Top of Working data

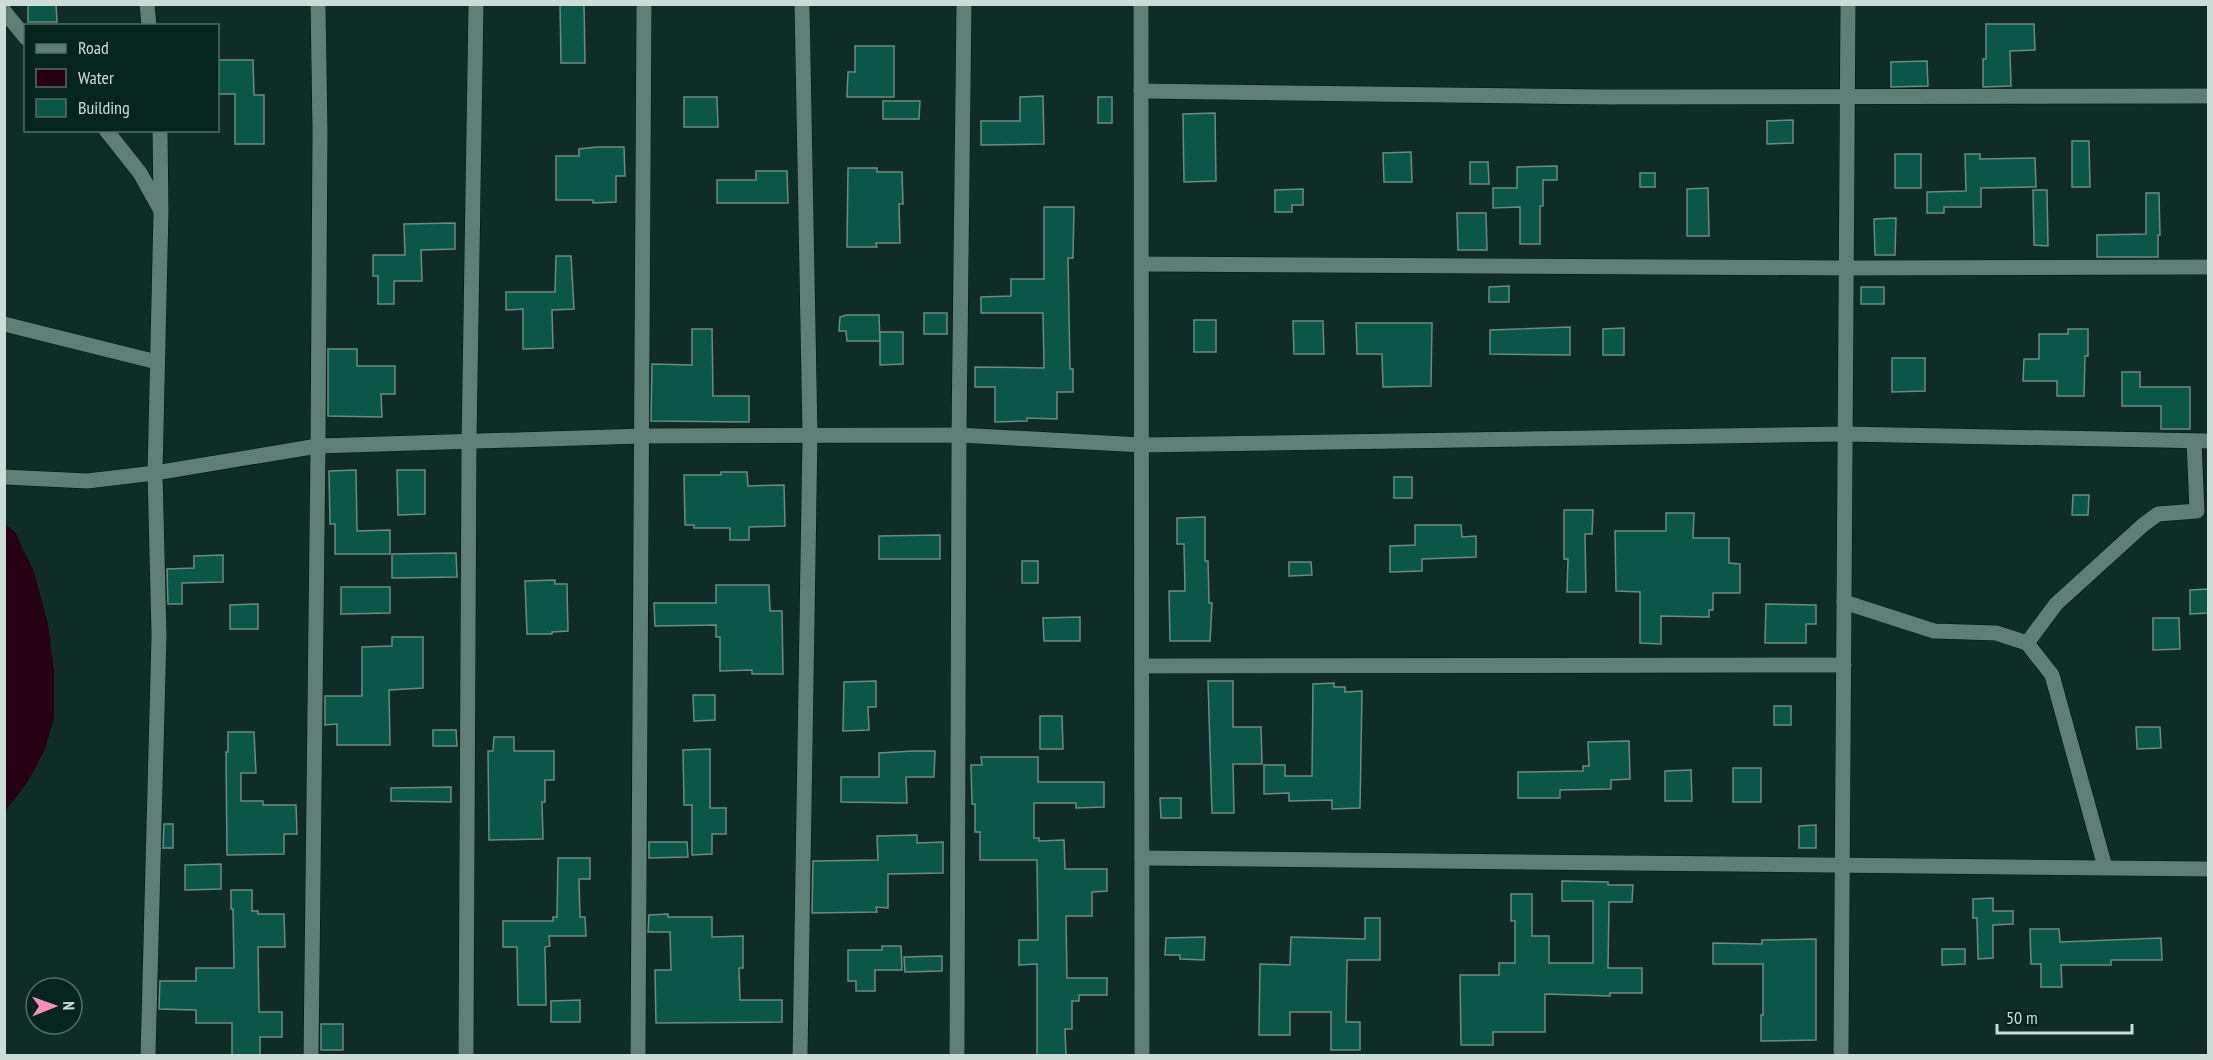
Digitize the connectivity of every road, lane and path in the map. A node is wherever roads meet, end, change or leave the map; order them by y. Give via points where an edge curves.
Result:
1 (147, 4) edge
2 (318, 4) edge
3 (476, 4) edge
4 (644, 4) edge
5 (802, 4) edge
6 (964, 4) edge
7 (1141, 4) edge
8 (1848, 4) edge
9 (4, 11) edge
10 (149, 24) edge
11 (24, 36) edge
12 (1141, 92) junction
13 (2208, 96) edge
14 (1847, 98) junction
15 (108, 132) edge
16 (159, 132) edge
17 (161, 211) junction
18 (1142, 264) junction
19 (2208, 267) edge
20 (1846, 268) junction
21 (4, 324) edge
22 (157, 362) junction
23 (1845, 434) junction
24 (810, 435) junction
25 (959, 435) junction
26 (642, 436) junction
27 (2201, 441) edge
28 (469, 443) junction
29 (1142, 445) junction
30 (318, 446) junction
31 (155, 473) junction
32 (4, 477) edge
33 (2203, 516) edge
34 (1844, 602) junction
35 (2027, 643) junction
36 (1844, 665) junction
37 (1142, 666) junction
38 (1142, 858) junction
39 (1842, 865) junction
40 (2105, 867) junction
41 (2208, 868) edge
42 (148, 1056) edge
43 (311, 1056) edge
44 (466, 1056) edge
45 (638, 1056) edge
46 (800, 1056) edge
47 (957, 1056) edge
48 (1142, 1056) edge
49 (1841, 1056) edge

1 - 10 street
2 - 30 street
3 - 28 street
4 - 26 street
5 - 24 street
6 - 25 street
7 - 12 street
8 - 14 street
9 - 11 street
12 - 14 street
12 - 18 street
13 - 14 street
14 - 20 street
15 - 17 street via 140,172
16 - 17 street
17 - 22 street
18 - 20 street
18 - 29 street
19 - 20 street
20 - 23 street
21 - 22 street
22 - 31 street
23 - 27 street
23 - 29 street
23 - 34 street
24 - 25 street
24 - 26 street
24 - 46 street
25 - 29 street
25 - 47 street
26 - 28 street
26 - 45 street
27 - 33 street
28 - 30 street
28 - 44 street
29 - 37 street
30 - 31 street
30 - 43 street
31 - 32 street via 87,481
31 - 42 street via 159,647
33 - 35 street via 2158,514 2056,604
34 - 35 street via 1934,631 1996,633
34 - 36 street
35 - 40 street via 2052,675
36 - 37 street
36 - 39 street
37 - 38 street
38 - 39 street
38 - 48 street
39 - 40 street
39 - 49 street
40 - 41 street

Bottom of Working data

[Work item]: A verbatim copy of the entries, without the pictures, is what this task requires.

[Exercise output]:
Digitize the connectivity of every road, lane and path in the map. A node is wherever roads meet, end, change or leave the map; order them by y. Give via points where an edge curves.
Result:
1 (147, 4) edge
2 (318, 4) edge
3 (476, 4) edge
4 (644, 4) edge
5 (802, 4) edge
6 (964, 4) edge
7 (1141, 4) edge
8 (1848, 4) edge
9 (4, 11) edge
10 (149, 24) edge
11 (24, 36) edge
12 (1141, 92) junction
13 (2208, 96) edge
14 (1847, 98) junction
15 (108, 132) edge
16 (159, 132) edge
17 (161, 211) junction
18 (1142, 264) junction
19 (2208, 267) edge
20 (1846, 268) junction
21 (4, 324) edge
22 (157, 362) junction
23 (1845, 434) junction
24 (810, 435) junction
25 (959, 435) junction
26 (642, 436) junction
27 (2201, 441) edge
28 (469, 443) junction
29 (1142, 445) junction
30 (318, 446) junction
31 (155, 473) junction
32 (4, 477) edge
33 (2203, 516) edge
34 (1844, 602) junction
35 (2027, 643) junction
36 (1844, 665) junction
37 (1142, 666) junction
38 (1142, 858) junction
39 (1842, 865) junction
40 (2105, 867) junction
41 (2208, 868) edge
42 (148, 1056) edge
43 (311, 1056) edge
44 (466, 1056) edge
45 (638, 1056) edge
46 (800, 1056) edge
47 (957, 1056) edge
48 (1142, 1056) edge
49 (1841, 1056) edge

1 - 10 street
2 - 30 street
3 - 28 street
4 - 26 street
5 - 24 street
6 - 25 street
7 - 12 street
8 - 14 street
9 - 11 street
12 - 14 street
12 - 18 street
13 - 14 street
14 - 20 street
15 - 17 street via 140,172
16 - 17 street
17 - 22 street
18 - 20 street
18 - 29 street
19 - 20 street
20 - 23 street
21 - 22 street
22 - 31 street
23 - 27 street
23 - 29 street
23 - 34 street
24 - 25 street
24 - 26 street
24 - 46 street
25 - 29 street
25 - 47 street
26 - 28 street
26 - 45 street
27 - 33 street
28 - 30 street
28 - 44 street
29 - 37 street
30 - 31 street
30 - 43 street
31 - 32 street via 87,481
31 - 42 street via 159,647
33 - 35 street via 2158,514 2056,604
34 - 35 street via 1934,631 1996,633
34 - 36 street
35 - 40 street via 2052,675
36 - 37 street
36 - 39 street
37 - 38 street
38 - 39 street
38 - 48 street
39 - 40 street
39 - 49 street
40 - 41 street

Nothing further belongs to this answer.